One of them deals with his nephew Ahmed Sinwar, a married man and father, who was caught commiting adultery with a married woman who herself has children. The nephew took advantage of his contacts in Gaza, and with the help of his uncle the matter was put to rest.
When the information reached Israel through its intelligence channels, the defense establishment decided to use the coordinator's page and publicize the matter in order to inform the Gaza public and embarrass Sinwar.
The story was published in Arabic and the page stated: "The punishment in the Hamas terrorist organization for adultery is stoning to death, but will Ahmed Sinwar be stoned? Probably not, and the reason is that if you are close to the Hamas leadership, the usual legal system does not apply to you. Know, dear citizen of Gaza, that you can do whatever you want, especially if your uncle is Yahya Sinwar."
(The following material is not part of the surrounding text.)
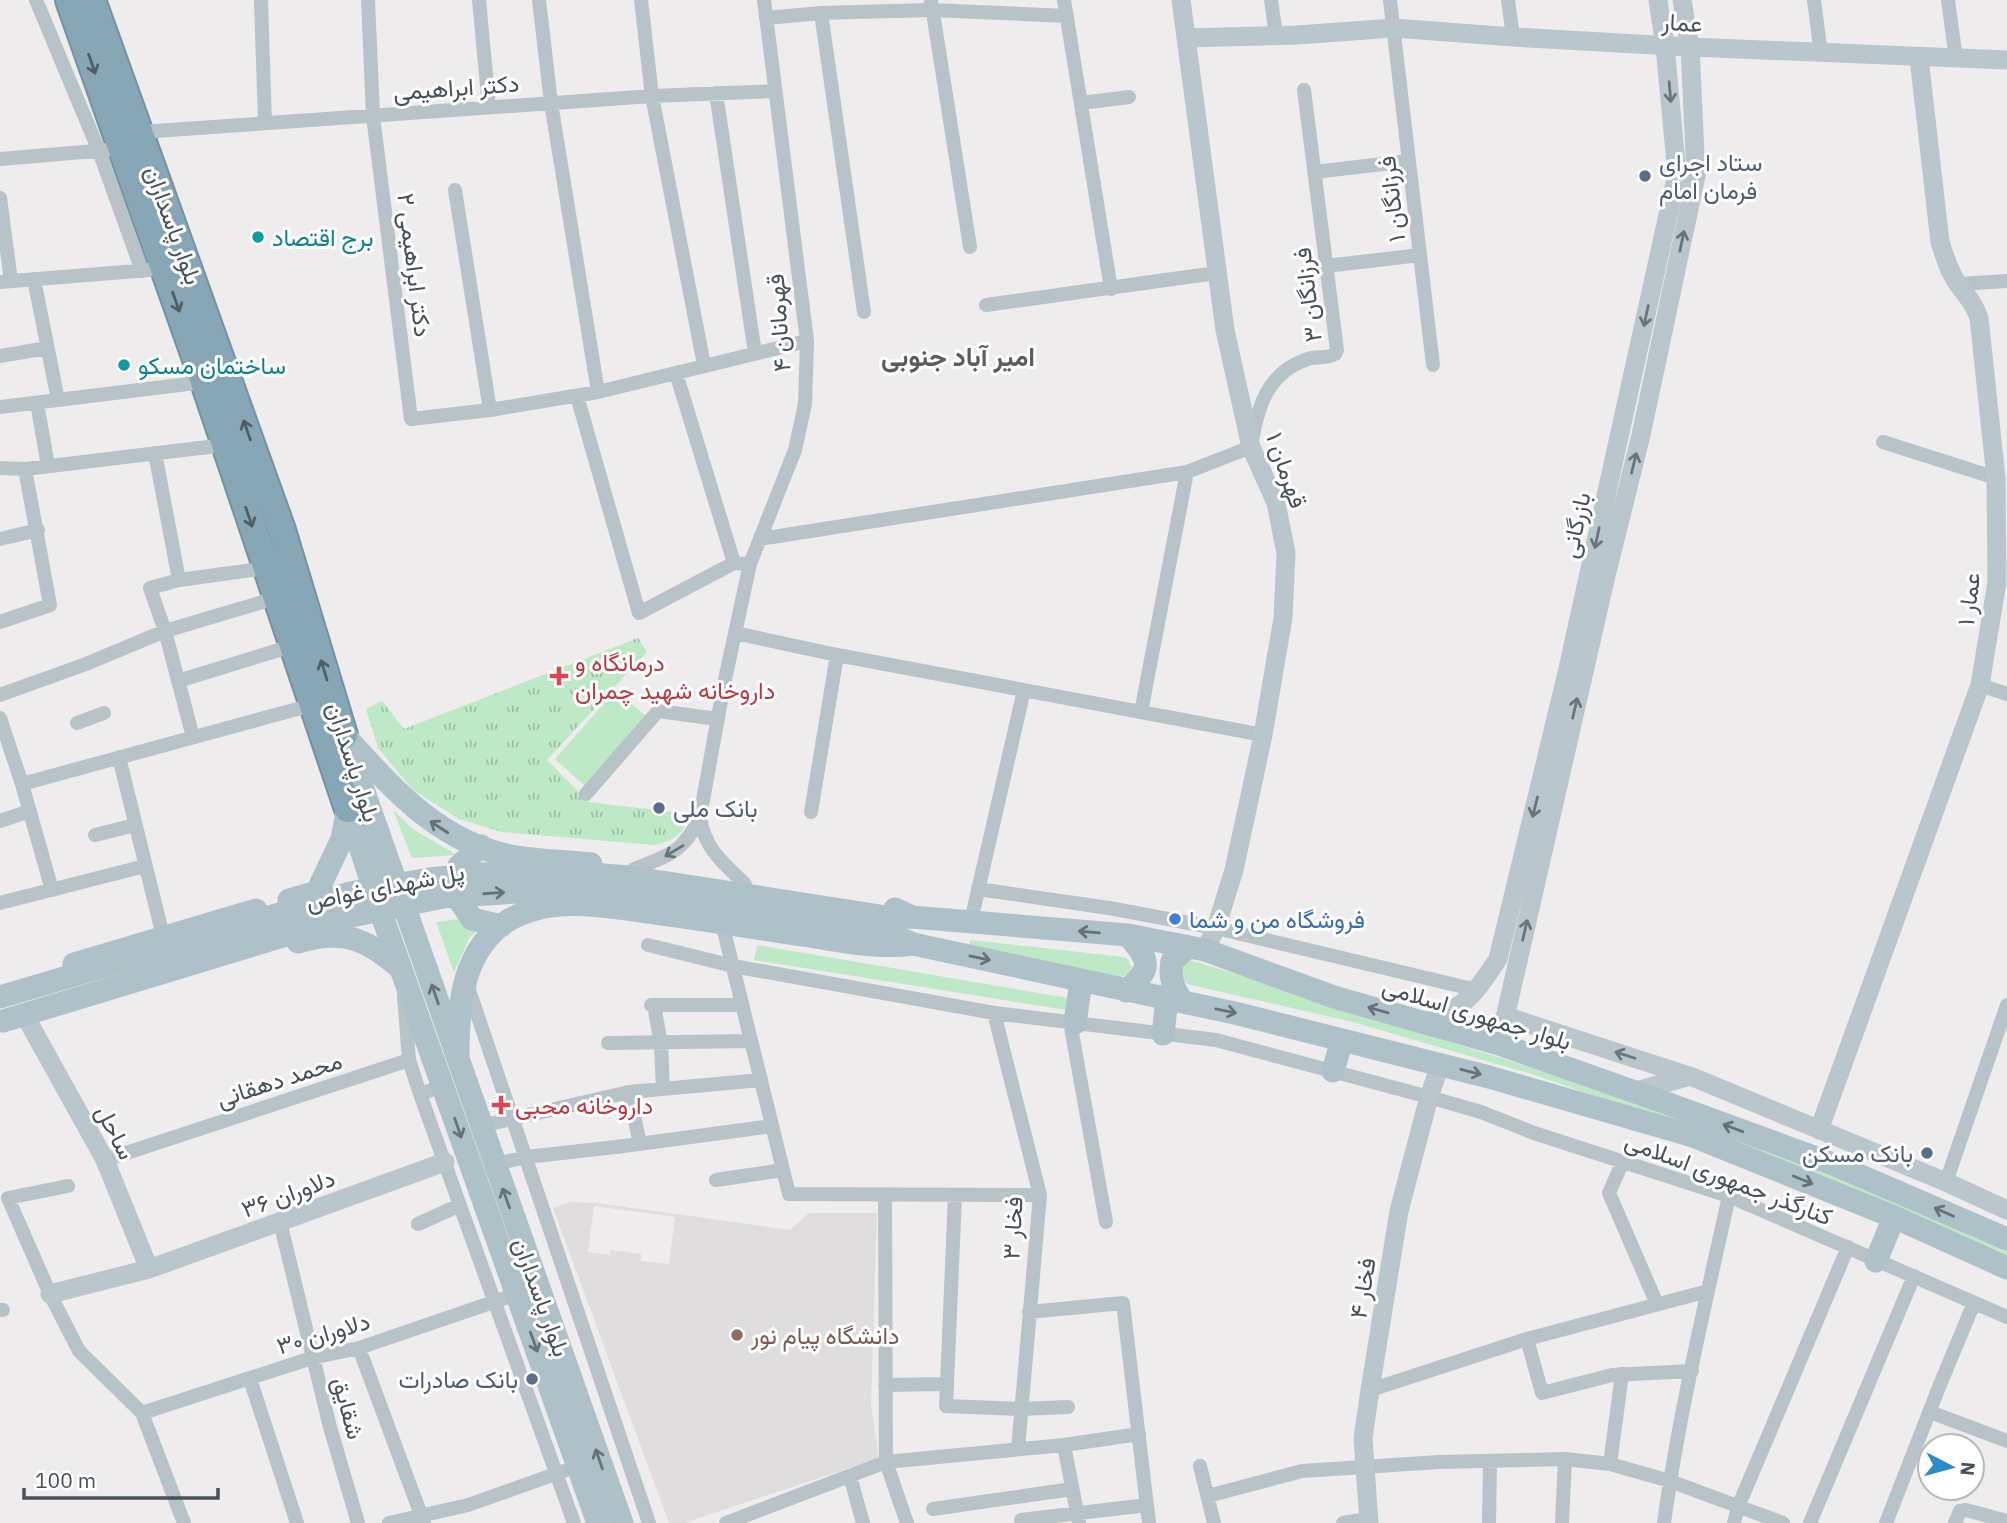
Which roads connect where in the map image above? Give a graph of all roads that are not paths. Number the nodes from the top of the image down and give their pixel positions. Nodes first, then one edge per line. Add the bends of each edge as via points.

Another one of Sinwar's nephews was entangled in a financial corruption affair that was also silenced, but in Israel they again decided to shame the nephew and his family for the sake of informing the Gazan public about the separate legal systems for close associates of Hamas and the common people of Gaza.
The page stated that "everyone else would have been sent to prison for a long time, but not the family and associates of the tyrant Yahya who do whatever they like and enjoy nepotism and special privileges. Meanwhile, the residents of Gaza are forced to set themselves on fire or to live on the street in poverty, while the corrupt Sinwar family enjoys the benefits of power."
At the same time, COGAT and other elements in the defense establishment have been working in recent years to close Facebook pages that incite and support terrorism.
Recently, for example, the Facebook page of the Shuafat refugee camp has been shut down. The admins of the al-Munnaseq page published a post, taking pride in the closure and saying they were responsible for it. This caused a storm on the Internet to the extent that even Al-Jazeera, the largest Arab news channel in the world, referred to this in a special article that criticized the connection between Israel and Facebook.
Hamas occasionally tries to fight the phenomenon, and the organization's security forces in Gaza instruct the public not to enter the page and to ignore its publications, but without much success.